I read an article in The Economist earlier this week on U.S. Immigration reform efforts. The bill passed through the Senate 62-38 on June 27, although the true test will come in the House.

As The Economist itself notes of the House’s members, “Many represent districts gerrymandered to be whiter than a starlet’s teeth.” While I do not think the newsmagazine is accusing anyone of racism, the broader point is that the representatives in question represent the right part of the right wing and are purists when it comes to taxes, abortion, religion, and other social issues. Like immigration.

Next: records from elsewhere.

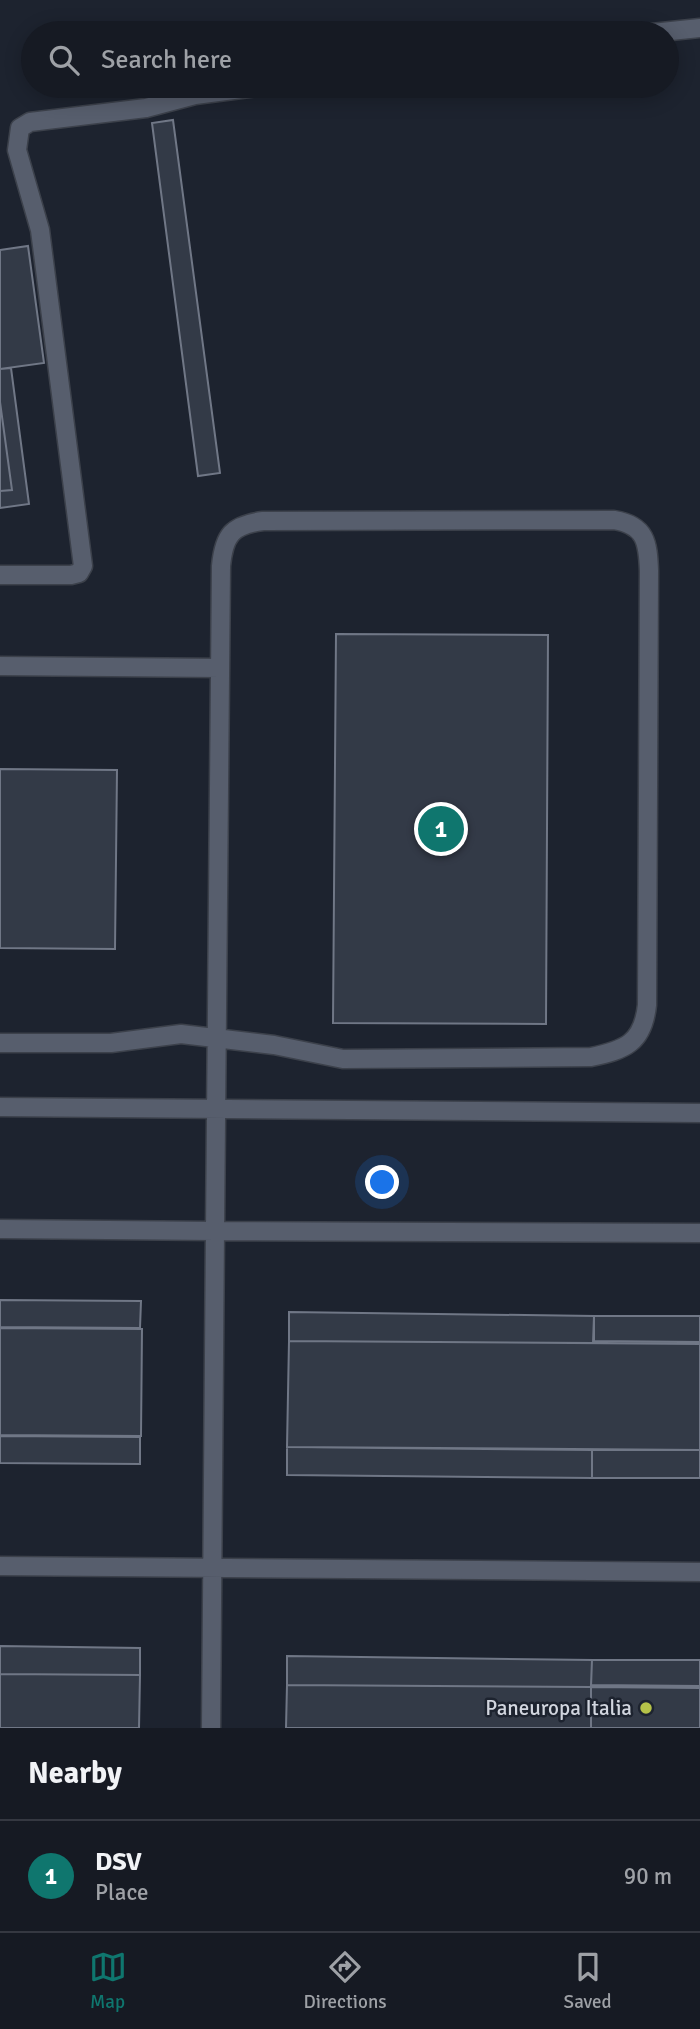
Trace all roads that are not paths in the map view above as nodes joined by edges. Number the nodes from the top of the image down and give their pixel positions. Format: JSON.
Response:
{"nodes":[{"id":1,"x":700,"y":28,"type":"edge"},
{"id":2,"x":679,"y":30,"type":"edge"},
{"id":3,"x":183,"y":98,"type":"edge"},
{"id":4,"x":0,"y":575,"type":"edge"},
{"id":5,"x":0,"y":666,"type":"edge"},
{"id":6,"x":220,"y":668,"type":"junction"},
{"id":7,"x":218,"y":1038,"type":"junction"},
{"id":8,"x":0,"y":1042,"type":"edge"},
{"id":9,"x":0,"y":1107,"type":"edge"},
{"id":10,"x":217,"y":1110,"type":"junction"},
{"id":11,"x":700,"y":1113,"type":"edge"},
{"id":12,"x":0,"y":1229,"type":"edge"},
{"id":13,"x":215,"y":1231,"type":"junction"},
{"id":14,"x":700,"y":1233,"type":"edge"},
{"id":15,"x":0,"y":1566,"type":"edge"},
{"id":16,"x":213,"y":1568,"type":"junction"},
{"id":17,"x":700,"y":1572,"type":"edge"},
{"id":18,"x":211,"y":1728,"type":"edge"}],
"edges":[{"from":1,"to":2,"type":"street"},
{"from":3,"to":4,"type":"street"},
{"from":5,"to":6,"type":"street"},
{"from":6,"to":7,"type":"street"},
{"from":6,"to":7,"type":"street"},
{"from":7,"to":8,"type":"street"},
{"from":7,"to":10,"type":"street"},
{"from":9,"to":10,"type":"street"},
{"from":10,"to":11,"type":"street"},
{"from":10,"to":13,"type":"street"},
{"from":12,"to":13,"type":"street"},
{"from":13,"to":14,"type":"street"},
{"from":13,"to":16,"type":"street"},
{"from":15,"to":16,"type":"street"},
{"from":16,"to":17,"type":"street"},
{"from":16,"to":18,"type":"street"}]}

So like many bills that President Obama would like to see passed, there is a very good chance that the immigration bill too will land in the dustpan of history. That is too bad; the immigration reform bill would let immigrants pay back taxes, work hard, and earn a path to citizenship. The bill would increase visas for skilled workers and help unskilled workers under a guest-work program. The bill would also beef up border security. While this is probably the only part of the bill that seems to be a boondoggle with a proposed cost of $46 billion and questionable benefits, it is exactly what many in the Republican party want regardless of a broader immigration deal.

In other words, the immigration bill passed by the Senate has something everybody likes: immigration reform for Democrats, stronger border security for Republicans, and a way to endear an ever-growing and increasingly important demographic to both the Democratic and Republican Parties.

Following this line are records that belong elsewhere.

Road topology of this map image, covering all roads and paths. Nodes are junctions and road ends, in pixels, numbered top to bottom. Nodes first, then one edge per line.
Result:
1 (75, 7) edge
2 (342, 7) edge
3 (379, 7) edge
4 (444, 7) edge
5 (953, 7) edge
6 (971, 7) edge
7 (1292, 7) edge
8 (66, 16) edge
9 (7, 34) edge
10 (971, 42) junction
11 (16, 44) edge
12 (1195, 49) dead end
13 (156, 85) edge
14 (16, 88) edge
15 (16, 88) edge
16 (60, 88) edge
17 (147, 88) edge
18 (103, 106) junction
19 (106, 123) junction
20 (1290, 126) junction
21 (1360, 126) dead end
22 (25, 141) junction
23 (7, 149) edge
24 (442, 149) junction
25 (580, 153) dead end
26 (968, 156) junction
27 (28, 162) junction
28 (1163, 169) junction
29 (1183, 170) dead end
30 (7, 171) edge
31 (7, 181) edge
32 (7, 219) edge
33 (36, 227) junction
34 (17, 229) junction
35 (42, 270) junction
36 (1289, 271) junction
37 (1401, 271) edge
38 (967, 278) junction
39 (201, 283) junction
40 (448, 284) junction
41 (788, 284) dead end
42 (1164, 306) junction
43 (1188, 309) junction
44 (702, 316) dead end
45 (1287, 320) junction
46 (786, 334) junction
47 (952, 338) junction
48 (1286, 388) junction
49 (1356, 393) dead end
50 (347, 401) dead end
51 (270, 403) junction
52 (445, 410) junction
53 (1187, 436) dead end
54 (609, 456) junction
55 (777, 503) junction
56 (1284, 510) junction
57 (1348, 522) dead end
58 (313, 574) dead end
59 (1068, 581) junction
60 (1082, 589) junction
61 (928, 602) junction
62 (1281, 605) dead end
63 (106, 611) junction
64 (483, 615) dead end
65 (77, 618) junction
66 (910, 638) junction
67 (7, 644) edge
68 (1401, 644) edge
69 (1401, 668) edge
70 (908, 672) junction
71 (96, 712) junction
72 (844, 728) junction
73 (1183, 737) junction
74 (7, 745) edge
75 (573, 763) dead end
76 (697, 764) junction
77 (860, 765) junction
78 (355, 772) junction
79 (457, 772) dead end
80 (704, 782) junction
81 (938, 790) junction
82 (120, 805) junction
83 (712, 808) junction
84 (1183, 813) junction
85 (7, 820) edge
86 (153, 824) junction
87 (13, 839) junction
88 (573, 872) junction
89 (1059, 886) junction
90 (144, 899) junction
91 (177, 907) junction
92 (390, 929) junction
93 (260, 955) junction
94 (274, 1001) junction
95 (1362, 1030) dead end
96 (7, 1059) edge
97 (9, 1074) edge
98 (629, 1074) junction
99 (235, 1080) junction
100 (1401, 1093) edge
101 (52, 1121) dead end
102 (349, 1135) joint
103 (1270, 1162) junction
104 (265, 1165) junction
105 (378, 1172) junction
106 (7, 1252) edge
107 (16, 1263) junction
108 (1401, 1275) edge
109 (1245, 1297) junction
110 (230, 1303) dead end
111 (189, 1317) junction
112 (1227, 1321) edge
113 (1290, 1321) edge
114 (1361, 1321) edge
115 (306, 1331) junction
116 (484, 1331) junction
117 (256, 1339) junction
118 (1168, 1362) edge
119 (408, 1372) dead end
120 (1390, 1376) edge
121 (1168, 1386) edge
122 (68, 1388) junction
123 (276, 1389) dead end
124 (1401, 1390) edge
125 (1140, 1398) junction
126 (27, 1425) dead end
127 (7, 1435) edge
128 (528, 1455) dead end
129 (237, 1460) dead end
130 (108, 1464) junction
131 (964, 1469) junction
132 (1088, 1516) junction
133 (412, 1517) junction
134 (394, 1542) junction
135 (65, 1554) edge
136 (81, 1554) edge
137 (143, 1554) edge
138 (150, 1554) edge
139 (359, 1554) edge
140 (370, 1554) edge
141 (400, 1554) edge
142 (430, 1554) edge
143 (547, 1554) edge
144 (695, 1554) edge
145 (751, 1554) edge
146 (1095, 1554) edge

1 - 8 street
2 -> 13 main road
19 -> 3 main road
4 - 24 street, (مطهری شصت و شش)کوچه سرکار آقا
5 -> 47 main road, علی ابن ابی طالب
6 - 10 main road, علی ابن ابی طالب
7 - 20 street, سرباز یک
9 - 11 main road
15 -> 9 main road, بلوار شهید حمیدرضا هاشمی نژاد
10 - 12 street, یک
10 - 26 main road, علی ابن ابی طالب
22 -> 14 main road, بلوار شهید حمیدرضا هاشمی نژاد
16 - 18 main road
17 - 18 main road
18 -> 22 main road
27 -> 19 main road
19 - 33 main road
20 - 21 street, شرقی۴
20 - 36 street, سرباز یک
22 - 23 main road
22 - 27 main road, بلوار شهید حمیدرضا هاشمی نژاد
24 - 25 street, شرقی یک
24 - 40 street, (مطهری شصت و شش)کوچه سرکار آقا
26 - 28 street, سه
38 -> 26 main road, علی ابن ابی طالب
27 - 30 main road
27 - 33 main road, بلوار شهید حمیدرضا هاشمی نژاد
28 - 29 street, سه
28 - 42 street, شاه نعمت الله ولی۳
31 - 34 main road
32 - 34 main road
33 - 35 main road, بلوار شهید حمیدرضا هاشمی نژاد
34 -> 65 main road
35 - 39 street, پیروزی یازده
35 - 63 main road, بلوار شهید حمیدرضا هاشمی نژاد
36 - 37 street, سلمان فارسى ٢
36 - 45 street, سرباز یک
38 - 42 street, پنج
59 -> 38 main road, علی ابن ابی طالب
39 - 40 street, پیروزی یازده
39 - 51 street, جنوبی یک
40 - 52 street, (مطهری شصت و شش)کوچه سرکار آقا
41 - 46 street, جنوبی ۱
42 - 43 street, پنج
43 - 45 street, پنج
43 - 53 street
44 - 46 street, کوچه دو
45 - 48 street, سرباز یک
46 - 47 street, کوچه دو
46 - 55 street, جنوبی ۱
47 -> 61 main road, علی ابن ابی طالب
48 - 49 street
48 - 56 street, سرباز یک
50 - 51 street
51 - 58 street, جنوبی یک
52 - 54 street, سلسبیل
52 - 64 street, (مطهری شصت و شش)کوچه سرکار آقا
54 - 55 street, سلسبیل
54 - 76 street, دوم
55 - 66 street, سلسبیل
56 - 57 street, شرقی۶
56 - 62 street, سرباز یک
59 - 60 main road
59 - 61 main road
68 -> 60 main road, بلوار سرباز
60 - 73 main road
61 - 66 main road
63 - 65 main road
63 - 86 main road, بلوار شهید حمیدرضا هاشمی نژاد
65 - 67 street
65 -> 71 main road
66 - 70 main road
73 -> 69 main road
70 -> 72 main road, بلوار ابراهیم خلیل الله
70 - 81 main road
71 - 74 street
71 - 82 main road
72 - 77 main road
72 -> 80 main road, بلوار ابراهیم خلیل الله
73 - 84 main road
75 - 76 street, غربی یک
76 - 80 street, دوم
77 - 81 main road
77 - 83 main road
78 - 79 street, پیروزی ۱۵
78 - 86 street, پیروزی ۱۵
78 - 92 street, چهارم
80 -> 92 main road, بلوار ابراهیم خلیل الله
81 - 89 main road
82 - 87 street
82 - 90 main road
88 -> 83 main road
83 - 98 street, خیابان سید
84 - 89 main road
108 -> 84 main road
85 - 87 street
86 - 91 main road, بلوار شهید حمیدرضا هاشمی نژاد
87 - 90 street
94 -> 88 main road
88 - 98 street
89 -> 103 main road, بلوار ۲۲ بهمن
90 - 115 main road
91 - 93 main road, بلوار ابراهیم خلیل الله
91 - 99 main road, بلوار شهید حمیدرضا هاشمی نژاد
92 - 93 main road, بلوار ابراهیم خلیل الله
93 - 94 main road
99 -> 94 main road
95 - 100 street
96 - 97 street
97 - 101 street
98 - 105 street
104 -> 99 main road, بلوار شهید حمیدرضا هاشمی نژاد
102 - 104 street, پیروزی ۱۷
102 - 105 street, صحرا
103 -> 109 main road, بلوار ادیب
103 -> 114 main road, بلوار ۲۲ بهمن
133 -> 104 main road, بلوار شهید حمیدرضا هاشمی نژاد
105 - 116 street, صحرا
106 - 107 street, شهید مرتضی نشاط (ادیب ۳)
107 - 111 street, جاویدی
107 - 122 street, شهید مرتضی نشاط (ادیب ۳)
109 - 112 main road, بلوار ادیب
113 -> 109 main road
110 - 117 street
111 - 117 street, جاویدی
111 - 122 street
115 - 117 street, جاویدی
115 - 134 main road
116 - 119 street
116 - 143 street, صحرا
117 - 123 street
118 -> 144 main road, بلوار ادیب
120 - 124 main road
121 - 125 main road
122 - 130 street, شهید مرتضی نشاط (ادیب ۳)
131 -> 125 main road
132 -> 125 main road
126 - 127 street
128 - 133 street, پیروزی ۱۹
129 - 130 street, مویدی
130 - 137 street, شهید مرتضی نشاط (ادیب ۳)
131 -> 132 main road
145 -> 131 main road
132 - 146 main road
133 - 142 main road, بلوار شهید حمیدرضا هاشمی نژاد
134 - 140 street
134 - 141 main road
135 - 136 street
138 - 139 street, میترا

If Republicans can’t join Democrats and pass this bill, the consequences for the Republicans in the midterm elections won’t be bad in 2014; again, the districts are too gerrymandered to matter. Over time, however, the failure to pass common sense bills, with the immigration bill perhaps the most important one them all, will have roundly negative consequences for Republicans. In the meantime, the failure to pass comprehensive immigration reform is one more sign that in Washington, the art of compromise is an arrested development.